Qu'on les chérisse ou qu'on les haïsse, qu'ils soient moqués ou admirés, les cheveux, c'est une sacrée affaire. Parce qu'ils contribuent à faire de nous ce que nous sommes, Libération leur consacre une chronique. Aujourd'hui, Mostefa, étudiant de 21 ans.

«Mes cheveux sont crépus, pas malléables, secs, abîmés. Tu ne sais rien faire avec. Mes autres frères, ils les ont eus bouclés. Mes parents ont toujours voulu que je les accepte, moi je ne les ai jamais acceptés vraiment.

«Au lycée, les gens touchaient parfois mes cheveux, j’avais l’impression d’être un peu une bête curieuse. Ce n’est pas forcément évident quand tu es le seul Reubeu dans une classe. A 16 ans, on ne sait pas forcément se défendre face à ça. J’étais en Belgique dans un lycée privé catholique, très conservateur. C’étaient tous soit des Français de frontière comme moi, soit des Belges. Ils avaient tous les cheveux blonds, les cheveux lisses, en tout cas coiffables.

Influence

«Ça commençait à être la mode des défrisages. Au début, je ne savais pas comment faire. J’achetais des produits mais au final ça ne fonctionnait pas parce que c’était pour des cheveux "européens" (je n’ai jamais trop compris le terme "européen", je trouve que c’est inapproprié). Ça les avait juste ondulés. J’étais envieux: j’ai un pote qui est italien, qui a ses cheveux toujours bien coiffés, et je me disais "moi aussi je peux essayer de le faire". C’est bête à dire mais on est influencé par notre environnement.

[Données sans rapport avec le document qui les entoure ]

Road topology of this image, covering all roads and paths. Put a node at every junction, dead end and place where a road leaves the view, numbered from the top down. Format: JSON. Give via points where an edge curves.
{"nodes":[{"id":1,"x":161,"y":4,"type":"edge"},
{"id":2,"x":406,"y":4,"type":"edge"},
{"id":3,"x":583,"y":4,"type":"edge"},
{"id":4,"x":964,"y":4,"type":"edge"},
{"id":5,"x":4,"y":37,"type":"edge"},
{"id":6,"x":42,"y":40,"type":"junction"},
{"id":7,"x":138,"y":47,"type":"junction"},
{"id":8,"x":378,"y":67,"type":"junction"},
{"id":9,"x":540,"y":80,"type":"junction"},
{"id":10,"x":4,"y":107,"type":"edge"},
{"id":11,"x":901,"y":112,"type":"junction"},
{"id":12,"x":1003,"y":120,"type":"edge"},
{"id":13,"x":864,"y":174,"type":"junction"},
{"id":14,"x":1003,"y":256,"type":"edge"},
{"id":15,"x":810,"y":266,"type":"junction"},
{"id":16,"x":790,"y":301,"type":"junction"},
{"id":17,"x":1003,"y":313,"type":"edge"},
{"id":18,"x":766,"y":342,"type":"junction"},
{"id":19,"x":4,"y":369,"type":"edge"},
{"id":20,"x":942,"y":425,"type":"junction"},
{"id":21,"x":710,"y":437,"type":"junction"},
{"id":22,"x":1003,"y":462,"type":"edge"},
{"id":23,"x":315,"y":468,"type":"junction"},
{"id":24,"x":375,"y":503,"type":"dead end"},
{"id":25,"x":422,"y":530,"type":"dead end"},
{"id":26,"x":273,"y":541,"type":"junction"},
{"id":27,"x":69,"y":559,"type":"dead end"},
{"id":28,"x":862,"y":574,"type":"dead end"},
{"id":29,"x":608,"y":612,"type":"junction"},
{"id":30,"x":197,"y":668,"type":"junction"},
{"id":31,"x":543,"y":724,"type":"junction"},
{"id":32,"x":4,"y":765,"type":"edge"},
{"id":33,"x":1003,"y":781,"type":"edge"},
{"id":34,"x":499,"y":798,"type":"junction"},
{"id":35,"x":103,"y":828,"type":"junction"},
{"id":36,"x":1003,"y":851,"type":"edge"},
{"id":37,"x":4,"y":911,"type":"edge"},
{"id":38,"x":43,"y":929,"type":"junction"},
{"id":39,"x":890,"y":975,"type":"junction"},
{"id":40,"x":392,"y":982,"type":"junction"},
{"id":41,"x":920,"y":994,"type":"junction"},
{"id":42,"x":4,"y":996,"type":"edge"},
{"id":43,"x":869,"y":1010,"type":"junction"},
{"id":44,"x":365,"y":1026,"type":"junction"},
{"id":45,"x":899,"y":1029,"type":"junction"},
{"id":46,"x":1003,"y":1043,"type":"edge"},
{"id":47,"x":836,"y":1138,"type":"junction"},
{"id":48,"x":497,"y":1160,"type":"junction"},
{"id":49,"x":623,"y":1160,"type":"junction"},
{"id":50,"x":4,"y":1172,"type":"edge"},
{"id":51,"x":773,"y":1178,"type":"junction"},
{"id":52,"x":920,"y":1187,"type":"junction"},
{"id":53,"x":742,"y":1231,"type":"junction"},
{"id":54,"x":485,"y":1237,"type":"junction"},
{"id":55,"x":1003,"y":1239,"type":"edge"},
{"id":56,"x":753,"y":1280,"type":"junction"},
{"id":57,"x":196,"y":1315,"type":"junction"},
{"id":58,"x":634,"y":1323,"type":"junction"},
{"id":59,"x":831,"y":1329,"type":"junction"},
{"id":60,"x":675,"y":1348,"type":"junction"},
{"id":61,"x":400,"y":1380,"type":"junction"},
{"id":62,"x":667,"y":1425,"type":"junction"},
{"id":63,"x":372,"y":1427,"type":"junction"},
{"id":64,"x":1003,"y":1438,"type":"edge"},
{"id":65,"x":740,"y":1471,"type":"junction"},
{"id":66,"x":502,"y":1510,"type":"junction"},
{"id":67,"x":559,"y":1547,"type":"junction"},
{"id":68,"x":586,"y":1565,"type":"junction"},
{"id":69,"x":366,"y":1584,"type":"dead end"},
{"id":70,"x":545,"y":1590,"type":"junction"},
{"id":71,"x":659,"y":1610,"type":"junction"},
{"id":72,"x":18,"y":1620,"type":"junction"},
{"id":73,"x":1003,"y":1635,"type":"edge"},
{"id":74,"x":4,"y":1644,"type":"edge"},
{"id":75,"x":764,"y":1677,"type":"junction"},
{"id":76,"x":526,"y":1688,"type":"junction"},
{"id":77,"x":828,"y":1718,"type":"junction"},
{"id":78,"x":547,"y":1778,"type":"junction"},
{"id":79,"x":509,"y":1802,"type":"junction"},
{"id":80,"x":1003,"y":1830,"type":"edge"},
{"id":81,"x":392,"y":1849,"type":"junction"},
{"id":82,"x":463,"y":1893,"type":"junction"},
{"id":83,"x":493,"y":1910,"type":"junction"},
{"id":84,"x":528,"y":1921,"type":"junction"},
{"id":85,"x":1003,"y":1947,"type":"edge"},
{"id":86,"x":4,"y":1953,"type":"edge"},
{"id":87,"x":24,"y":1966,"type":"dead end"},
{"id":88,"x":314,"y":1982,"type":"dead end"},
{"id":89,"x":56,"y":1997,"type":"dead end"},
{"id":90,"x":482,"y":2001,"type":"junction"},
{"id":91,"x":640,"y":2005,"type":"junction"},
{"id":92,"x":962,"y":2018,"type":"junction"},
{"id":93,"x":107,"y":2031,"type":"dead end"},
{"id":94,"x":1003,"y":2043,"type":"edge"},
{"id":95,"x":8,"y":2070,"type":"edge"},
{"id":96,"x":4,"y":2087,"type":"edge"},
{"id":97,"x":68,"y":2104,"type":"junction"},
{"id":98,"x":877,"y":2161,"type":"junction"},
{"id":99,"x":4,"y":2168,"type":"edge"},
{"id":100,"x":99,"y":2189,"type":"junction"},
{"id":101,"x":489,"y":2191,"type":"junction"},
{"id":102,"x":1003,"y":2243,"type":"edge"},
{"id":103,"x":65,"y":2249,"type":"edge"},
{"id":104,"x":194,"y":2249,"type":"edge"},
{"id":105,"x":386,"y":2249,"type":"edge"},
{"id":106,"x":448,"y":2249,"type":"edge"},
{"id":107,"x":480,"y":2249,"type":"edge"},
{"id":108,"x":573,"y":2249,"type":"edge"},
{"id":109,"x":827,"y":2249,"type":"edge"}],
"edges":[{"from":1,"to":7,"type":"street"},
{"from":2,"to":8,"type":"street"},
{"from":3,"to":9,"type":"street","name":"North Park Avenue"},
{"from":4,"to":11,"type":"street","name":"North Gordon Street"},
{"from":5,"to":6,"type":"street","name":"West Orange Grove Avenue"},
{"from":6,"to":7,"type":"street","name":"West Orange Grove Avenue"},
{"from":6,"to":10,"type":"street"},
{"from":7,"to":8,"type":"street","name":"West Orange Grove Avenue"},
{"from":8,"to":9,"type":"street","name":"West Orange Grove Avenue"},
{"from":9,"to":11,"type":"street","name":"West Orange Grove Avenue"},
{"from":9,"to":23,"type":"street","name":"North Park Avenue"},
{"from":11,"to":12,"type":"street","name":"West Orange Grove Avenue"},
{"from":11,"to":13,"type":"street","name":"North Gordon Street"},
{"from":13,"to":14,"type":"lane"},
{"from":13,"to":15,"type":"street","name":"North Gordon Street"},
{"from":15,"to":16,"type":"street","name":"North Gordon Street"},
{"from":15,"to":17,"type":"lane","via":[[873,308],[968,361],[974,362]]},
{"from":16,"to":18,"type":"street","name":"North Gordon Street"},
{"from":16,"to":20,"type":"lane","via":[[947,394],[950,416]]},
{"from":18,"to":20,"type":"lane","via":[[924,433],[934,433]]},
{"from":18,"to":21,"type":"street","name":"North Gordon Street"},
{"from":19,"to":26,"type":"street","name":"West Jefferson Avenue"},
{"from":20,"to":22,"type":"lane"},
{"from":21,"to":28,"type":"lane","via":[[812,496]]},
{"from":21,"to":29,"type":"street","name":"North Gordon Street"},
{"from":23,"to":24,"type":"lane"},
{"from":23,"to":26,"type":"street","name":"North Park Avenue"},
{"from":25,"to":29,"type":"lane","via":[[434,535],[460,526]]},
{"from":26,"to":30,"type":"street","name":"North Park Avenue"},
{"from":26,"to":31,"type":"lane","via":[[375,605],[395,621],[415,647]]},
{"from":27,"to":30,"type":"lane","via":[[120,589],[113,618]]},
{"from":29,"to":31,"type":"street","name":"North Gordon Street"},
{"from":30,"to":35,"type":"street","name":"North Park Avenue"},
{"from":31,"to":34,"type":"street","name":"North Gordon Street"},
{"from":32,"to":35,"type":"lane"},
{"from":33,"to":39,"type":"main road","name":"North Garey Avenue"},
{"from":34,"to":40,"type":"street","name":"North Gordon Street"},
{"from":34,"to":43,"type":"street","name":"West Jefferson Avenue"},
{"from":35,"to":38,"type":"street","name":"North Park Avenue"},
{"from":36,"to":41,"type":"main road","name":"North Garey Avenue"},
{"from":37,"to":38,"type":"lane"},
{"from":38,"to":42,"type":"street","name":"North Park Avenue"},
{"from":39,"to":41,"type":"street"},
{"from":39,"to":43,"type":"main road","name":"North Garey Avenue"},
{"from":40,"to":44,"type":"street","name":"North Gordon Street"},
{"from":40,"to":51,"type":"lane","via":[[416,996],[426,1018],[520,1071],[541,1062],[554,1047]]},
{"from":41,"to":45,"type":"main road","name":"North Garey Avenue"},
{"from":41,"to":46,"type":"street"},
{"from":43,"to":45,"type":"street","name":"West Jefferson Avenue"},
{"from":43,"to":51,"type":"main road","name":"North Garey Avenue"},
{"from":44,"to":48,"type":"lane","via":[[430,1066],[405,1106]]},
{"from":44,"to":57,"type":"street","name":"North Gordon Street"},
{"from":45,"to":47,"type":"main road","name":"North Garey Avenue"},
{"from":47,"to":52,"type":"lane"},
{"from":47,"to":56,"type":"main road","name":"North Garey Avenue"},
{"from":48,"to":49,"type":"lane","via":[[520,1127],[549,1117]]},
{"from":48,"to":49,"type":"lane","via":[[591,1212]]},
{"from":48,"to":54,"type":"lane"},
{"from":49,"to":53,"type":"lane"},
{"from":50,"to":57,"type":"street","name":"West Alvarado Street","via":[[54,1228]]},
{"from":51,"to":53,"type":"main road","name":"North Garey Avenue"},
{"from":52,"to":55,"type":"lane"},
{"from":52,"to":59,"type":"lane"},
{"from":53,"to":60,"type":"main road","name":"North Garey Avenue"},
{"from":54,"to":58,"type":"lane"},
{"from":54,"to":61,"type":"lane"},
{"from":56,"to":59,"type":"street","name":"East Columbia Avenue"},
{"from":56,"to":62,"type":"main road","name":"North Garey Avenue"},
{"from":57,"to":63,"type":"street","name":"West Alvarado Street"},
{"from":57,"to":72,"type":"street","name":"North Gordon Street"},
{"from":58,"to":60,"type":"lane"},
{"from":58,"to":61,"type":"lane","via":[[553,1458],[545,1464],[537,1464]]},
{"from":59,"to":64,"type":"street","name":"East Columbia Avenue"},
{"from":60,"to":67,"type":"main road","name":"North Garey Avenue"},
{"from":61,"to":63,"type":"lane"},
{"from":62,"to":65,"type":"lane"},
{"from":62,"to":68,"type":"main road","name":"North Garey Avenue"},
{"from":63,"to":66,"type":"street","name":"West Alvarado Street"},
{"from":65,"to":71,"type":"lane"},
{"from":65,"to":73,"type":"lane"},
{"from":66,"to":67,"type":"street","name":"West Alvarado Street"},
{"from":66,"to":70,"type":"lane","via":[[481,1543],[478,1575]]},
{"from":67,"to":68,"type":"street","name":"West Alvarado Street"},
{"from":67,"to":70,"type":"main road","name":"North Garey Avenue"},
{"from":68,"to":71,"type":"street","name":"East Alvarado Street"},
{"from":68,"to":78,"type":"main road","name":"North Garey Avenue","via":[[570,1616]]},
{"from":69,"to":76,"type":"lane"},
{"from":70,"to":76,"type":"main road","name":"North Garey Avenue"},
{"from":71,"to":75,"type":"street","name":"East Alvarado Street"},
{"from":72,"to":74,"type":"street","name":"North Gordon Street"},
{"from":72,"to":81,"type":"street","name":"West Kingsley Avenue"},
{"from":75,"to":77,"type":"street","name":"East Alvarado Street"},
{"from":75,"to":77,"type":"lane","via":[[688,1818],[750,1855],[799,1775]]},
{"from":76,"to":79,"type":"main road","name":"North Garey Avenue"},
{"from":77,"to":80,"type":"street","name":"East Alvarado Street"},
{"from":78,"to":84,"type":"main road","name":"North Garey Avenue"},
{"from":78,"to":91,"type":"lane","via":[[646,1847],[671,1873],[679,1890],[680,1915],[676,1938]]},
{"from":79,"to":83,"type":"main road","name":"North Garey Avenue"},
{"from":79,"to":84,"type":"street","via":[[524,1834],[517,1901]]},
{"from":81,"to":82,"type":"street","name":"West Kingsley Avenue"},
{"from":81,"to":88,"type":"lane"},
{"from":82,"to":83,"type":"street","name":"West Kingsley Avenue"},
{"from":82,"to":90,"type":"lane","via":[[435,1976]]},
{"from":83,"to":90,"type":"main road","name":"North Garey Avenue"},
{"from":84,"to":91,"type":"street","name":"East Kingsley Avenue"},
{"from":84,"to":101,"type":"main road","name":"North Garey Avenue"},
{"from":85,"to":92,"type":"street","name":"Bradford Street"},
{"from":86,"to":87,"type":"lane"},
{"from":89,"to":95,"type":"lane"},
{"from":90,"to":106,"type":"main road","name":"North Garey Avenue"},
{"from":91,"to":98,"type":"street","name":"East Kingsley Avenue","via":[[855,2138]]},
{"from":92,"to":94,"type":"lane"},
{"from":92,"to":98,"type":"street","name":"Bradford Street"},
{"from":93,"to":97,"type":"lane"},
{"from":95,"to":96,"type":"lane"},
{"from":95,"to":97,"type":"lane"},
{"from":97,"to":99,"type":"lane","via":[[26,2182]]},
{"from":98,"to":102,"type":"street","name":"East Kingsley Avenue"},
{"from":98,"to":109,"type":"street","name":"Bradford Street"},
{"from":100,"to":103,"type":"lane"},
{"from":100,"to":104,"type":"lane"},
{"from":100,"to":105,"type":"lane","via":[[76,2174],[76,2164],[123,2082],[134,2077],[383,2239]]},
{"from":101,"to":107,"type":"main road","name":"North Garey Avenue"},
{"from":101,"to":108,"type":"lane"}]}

«Des amis m’ont donné le nom d’un coiffeur afro à Roubaix, donc je suis parti là-bas. J’étais content parce que mes cheveux étaient lisses et le regard des gens a changé. Je n’avais plus l’image du gars typé, cheveux frisés, donc arabe tout de suite.

Se réapproprier son look

«En lissant mes cheveux, je pouvais avoir du contrôle sur mon apparence. Ça change beaucoup de choses. Les gens de ma classe me regardaient un peu comme si j’avais fait la transformation du siècle. J’ai vu un changement de comportement, en étant mieux accepté, en délaissant un peu tous les stéréotypes. Ils étaient plus avenants envers moi, moins offensifs.

«Par contre, mes parents n’ont pas compris du tout. Je leur ai dit que c’était une défense. Ce n’est pas un rejet de mon identité, c’est au contraire une affirmation. C’est un peu pour dire aux autres qu’on n’est pas obligé de rester dans les clichés, qu’on peut en sortir. C’était une manière de me réapproprier mon look.»